Aggressive planRepsol first entered the Alaska oil and gas industry in 2007, when the company joined a Shell/Eni partnership in 64 offshore leases in the Beaufort Sea. However, the Spanish oil major’s Alaska activities took off in a big way in 2011 when, having taken a 70 percent interest in 157 state leases onshore and in the nearshore Beaufort Sea, the company announced a plan to drill 15 exploration wells in a single winter season.
The company, which had acquired its interest in the state leases from 70 & 148 LLC and GMT Exploration Co. LLC, said that the North Slope of Alaska was the type of oil-rich region with relatively low exploratory risk that the company was interested in as a means of expanding its oil and gas portfolio in politically stable parts of the world.

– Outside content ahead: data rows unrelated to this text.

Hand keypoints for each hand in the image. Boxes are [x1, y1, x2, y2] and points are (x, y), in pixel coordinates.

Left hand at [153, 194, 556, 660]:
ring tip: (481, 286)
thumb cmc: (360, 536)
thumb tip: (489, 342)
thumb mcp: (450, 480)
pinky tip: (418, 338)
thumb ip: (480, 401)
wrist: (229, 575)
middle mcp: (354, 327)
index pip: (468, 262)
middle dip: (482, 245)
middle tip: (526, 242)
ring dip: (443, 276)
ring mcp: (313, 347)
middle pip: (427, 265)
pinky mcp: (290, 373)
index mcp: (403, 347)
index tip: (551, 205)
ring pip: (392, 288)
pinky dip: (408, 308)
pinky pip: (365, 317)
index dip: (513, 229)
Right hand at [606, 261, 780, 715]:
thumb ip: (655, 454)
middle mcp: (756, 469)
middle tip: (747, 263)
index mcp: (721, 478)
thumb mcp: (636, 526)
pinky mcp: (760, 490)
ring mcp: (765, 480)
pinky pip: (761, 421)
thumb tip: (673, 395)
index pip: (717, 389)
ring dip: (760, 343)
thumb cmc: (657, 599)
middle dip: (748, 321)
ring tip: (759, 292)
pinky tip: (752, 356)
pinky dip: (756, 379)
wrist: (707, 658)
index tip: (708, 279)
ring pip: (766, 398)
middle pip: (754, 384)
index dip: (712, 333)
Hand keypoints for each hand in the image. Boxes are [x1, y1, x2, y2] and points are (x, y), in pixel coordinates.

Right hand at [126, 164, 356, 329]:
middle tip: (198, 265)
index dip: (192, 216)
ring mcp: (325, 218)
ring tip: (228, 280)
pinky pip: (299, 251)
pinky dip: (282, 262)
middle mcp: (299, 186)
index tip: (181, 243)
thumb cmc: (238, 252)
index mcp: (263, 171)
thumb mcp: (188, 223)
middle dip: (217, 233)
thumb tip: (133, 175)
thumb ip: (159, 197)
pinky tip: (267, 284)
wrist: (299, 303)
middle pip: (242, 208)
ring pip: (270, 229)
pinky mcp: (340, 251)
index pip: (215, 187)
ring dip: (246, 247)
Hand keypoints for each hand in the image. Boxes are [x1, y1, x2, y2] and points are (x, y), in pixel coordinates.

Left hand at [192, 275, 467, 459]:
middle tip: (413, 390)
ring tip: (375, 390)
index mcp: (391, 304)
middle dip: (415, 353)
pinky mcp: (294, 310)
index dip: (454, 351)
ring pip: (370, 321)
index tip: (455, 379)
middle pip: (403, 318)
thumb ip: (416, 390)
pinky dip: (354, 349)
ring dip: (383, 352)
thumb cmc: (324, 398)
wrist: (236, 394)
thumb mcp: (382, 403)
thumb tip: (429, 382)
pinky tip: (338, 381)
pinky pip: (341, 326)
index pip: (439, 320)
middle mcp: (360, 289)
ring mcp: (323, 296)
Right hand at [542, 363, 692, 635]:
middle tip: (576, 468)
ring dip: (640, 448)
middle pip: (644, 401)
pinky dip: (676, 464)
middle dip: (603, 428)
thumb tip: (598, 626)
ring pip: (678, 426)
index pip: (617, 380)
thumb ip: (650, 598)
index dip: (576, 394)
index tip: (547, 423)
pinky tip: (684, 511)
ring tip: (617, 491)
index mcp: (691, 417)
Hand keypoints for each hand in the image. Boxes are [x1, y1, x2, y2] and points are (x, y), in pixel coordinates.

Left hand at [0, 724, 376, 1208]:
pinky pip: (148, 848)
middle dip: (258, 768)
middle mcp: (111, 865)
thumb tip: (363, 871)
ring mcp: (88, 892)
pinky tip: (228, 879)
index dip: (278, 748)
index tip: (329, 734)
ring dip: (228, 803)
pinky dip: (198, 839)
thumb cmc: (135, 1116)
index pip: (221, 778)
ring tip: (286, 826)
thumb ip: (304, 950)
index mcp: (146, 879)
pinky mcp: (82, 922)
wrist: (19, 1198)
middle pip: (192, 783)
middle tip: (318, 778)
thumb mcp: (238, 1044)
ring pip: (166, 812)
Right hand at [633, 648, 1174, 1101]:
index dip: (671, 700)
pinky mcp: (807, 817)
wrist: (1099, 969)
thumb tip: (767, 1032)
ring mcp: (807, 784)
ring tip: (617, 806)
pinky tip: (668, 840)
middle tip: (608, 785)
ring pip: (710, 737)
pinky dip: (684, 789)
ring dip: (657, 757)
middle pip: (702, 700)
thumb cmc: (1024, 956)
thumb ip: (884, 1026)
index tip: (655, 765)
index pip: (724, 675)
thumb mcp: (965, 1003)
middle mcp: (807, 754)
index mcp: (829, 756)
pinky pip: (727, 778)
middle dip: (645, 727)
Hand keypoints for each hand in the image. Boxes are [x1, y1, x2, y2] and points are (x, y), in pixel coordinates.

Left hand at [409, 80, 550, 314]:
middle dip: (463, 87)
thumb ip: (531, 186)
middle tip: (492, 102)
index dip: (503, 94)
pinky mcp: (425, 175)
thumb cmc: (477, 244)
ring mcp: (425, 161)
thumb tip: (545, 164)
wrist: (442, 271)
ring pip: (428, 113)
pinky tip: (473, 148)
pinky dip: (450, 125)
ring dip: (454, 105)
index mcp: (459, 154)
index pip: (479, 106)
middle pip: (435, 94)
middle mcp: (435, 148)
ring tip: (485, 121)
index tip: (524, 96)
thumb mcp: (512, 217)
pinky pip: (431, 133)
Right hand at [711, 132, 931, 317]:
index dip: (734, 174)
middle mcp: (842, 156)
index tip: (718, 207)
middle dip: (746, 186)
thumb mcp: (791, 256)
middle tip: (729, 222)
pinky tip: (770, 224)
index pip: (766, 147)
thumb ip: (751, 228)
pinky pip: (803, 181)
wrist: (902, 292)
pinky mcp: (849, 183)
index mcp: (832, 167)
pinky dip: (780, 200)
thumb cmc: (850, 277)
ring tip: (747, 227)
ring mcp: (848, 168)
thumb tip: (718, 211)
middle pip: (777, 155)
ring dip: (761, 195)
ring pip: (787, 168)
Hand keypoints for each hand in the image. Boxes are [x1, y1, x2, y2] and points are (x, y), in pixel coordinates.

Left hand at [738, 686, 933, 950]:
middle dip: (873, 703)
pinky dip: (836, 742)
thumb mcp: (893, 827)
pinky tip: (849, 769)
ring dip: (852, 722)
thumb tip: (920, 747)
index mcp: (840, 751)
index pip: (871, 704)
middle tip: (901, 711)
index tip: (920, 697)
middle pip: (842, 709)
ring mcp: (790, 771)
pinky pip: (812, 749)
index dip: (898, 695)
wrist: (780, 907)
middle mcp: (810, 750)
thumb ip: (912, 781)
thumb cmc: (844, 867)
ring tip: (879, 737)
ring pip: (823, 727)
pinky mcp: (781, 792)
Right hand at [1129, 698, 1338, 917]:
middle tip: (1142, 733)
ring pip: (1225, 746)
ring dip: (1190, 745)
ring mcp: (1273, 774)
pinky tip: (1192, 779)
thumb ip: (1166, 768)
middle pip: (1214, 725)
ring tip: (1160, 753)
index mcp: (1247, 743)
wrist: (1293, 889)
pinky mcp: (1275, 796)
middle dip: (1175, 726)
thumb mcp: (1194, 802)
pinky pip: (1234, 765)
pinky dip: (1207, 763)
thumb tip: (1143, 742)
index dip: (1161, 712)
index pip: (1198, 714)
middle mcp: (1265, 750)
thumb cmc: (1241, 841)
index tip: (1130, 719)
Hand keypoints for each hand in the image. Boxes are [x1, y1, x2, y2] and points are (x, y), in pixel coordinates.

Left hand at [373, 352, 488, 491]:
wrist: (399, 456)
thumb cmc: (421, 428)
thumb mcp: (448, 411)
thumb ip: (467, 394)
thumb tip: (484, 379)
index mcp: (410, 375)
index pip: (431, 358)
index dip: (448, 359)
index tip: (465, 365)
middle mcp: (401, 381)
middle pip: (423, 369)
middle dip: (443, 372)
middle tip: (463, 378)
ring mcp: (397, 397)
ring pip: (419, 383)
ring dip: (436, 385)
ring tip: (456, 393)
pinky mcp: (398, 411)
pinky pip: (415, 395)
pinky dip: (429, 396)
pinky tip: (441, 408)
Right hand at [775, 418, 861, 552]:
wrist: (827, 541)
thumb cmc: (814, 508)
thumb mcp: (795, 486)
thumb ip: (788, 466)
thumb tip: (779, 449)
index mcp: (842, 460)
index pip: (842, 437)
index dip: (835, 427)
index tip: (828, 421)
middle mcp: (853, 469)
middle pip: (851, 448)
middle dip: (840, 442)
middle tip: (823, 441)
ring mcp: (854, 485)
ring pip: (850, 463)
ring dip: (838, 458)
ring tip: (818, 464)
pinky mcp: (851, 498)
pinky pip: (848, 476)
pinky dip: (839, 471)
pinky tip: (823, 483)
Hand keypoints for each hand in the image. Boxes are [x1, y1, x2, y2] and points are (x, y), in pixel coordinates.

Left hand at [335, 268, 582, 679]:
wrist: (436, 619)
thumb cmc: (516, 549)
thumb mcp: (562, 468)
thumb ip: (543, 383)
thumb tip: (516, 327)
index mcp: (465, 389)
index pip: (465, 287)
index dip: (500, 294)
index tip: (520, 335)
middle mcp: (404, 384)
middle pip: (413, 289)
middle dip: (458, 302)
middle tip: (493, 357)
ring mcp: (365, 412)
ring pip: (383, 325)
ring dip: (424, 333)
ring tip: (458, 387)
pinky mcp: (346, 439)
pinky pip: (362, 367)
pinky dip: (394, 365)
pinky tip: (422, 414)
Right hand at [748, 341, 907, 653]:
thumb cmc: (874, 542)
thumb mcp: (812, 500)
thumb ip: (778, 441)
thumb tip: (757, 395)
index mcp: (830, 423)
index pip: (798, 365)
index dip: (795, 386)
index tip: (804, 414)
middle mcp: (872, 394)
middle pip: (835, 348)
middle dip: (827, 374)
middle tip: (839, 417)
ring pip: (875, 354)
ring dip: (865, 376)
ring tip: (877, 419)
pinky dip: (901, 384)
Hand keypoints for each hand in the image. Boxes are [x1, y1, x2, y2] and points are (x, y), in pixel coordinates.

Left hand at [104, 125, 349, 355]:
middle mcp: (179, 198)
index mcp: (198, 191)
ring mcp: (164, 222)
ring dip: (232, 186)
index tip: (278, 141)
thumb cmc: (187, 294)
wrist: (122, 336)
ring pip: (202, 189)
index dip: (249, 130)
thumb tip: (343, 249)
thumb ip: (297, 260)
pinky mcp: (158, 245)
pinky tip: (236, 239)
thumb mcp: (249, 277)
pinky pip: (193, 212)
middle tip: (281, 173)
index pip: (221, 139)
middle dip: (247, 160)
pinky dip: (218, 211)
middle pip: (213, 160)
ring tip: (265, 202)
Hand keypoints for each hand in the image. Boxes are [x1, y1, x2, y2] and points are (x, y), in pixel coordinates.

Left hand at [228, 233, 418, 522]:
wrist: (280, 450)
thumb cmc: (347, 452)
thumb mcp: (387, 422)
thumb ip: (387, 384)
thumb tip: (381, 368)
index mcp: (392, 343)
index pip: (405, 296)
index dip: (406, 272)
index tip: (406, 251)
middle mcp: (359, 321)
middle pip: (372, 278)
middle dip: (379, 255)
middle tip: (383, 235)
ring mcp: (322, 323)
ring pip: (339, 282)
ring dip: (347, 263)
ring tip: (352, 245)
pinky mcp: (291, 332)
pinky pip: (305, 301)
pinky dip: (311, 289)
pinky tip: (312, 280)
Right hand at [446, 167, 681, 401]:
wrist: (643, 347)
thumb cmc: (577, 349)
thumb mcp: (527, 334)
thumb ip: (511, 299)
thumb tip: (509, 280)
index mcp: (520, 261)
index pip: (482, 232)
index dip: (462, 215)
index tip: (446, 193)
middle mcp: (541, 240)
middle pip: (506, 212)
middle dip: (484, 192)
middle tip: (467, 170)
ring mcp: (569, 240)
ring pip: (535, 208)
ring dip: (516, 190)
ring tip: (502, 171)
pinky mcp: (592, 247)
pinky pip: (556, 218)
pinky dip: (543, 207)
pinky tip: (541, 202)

However, following severe winter cold and a gas kick that spewed drilling mud from one of its wells, the company ended up completing just two of the planned wells, the Kachemak No. 1 and the Qugruk No. 4, during the winter of 2011-12.
Hydrocarbon findsUndaunted, the company returned to the North Slope in the winter of 2012-13, eventually completing three more wells, the Qugruk No. 1, the Qugruk No. 3 and the Qugruk No. 6. The company said that the No. 1 well and No. 6 well had produced two hydrocarbon shows with “encouraging results during production tests,” while the No. 3 well identified “hydrocarbons at multiple levels.”
This winter’s two Qugruk wells are designed to further delineate those finds.
When in 2011 Repsol applied to the Alaska Department of Natural Resources for the formation of a Qugruk exploration unit from its leases and some adjacent leases in the Qugruk area, the company said that it was seeking hydrocarbons in the upper portion of the Kingak Shale, the Cretaceous Kup “C” sand and several sands within the Cretaceous Nanushuk Group.
The department ultimately approved the unit, although in a cut-down version of what Repsol had requested.
Development planningHardham told Petroleum News that Repsol is looking at development options for the Qugruk prospect, should the discovery at the prospect prove economic. Any development at the prospect would involve a pipeline connecting to existing North Slope infrastructure, but the specific details of how a field at the prospect might be hooked up have yet to be determined, he said.
Repsol is very concerned about the public referendum on Senate Bill 21, the bill that reformed the Alaska oil production tax, Hardham said, commenting that tax uncertainty makes investment decision making very difficult.
“We definitely support Senate Bill 21,” Hardham said. “The uncertainty is not good for us when we’re talking about these multibillion-dollar decisions.”